[DIRECTIONS FOR THIS TASK]
Show every line below where "dead" appears.
-- EXERCISE INPUTS follows --
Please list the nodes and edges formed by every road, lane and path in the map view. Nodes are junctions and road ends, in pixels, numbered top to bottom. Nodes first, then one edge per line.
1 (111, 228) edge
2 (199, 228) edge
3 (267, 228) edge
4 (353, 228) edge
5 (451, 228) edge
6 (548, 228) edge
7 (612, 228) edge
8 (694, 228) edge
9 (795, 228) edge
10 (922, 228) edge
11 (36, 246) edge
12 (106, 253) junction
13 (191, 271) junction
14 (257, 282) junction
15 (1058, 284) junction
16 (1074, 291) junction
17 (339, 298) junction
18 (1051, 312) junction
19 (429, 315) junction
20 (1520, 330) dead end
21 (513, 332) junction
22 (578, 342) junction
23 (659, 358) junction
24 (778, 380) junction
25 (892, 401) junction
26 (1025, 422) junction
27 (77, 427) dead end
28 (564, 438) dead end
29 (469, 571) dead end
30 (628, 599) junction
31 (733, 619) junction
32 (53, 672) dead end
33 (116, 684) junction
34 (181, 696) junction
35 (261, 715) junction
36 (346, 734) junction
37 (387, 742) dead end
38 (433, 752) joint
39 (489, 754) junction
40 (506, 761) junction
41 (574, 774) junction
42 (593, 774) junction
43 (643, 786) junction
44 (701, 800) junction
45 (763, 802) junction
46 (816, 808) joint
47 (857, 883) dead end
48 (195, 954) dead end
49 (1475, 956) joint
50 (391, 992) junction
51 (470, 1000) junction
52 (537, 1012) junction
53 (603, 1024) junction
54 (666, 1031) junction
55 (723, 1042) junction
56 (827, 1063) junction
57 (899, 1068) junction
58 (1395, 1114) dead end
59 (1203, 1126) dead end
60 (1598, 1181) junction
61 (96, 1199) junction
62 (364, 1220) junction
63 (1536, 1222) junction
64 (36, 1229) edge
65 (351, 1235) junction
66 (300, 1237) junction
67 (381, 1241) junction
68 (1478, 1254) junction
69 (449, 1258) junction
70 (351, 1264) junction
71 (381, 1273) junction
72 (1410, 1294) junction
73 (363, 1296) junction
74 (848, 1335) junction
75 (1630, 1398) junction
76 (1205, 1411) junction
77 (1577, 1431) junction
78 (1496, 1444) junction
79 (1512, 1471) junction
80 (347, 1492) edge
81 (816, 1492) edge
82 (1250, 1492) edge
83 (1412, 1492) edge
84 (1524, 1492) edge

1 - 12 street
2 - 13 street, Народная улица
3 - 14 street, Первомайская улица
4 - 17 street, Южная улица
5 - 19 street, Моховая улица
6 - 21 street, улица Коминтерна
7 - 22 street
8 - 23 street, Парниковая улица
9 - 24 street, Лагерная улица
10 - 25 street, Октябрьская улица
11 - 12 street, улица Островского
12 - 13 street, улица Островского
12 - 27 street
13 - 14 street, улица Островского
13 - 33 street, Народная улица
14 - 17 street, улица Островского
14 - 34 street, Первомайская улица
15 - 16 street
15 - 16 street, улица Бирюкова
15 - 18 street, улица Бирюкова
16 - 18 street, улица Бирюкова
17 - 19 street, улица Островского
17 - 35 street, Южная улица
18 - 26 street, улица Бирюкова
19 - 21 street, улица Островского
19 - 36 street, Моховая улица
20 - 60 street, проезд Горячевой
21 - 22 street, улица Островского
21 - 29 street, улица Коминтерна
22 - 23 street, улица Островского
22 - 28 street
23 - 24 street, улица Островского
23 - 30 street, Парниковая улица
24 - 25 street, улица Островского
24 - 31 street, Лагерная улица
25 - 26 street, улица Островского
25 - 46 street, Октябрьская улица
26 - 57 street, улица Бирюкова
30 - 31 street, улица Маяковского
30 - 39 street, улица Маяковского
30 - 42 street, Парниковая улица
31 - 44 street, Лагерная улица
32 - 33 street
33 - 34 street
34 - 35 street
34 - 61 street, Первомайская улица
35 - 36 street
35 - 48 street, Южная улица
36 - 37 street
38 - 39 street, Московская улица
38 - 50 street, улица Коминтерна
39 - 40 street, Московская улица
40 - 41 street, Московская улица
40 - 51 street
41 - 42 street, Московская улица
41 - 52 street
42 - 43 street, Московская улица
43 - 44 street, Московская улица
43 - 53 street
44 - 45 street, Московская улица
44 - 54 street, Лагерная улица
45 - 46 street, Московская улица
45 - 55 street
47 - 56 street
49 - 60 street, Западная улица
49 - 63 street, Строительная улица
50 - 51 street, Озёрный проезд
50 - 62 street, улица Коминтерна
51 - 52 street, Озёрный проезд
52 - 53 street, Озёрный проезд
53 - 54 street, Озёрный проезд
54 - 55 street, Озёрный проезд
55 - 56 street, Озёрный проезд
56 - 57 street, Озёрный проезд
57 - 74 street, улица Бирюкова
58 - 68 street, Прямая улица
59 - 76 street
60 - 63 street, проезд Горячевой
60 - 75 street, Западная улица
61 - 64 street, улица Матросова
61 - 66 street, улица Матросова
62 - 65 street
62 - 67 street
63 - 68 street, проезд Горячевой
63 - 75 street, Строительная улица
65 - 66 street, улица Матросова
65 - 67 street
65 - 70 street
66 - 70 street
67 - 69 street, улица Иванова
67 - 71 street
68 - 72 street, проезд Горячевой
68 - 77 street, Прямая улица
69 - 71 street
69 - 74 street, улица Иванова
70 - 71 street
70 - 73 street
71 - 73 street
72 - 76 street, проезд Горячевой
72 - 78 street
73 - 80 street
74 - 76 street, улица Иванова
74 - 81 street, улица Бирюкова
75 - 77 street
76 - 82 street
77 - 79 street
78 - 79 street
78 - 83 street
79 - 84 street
-- EXERCISE INPUTS concluded --
[FINISHED TASK]
20 (1520, 330) dead end
27 (77, 427) dead end
28 (564, 438) dead end
29 (469, 571) dead end
32 (53, 672) dead end
37 (387, 742) dead end
47 (857, 883) dead end
48 (195, 954) dead end
58 (1395, 1114) dead end
59 (1203, 1126) dead end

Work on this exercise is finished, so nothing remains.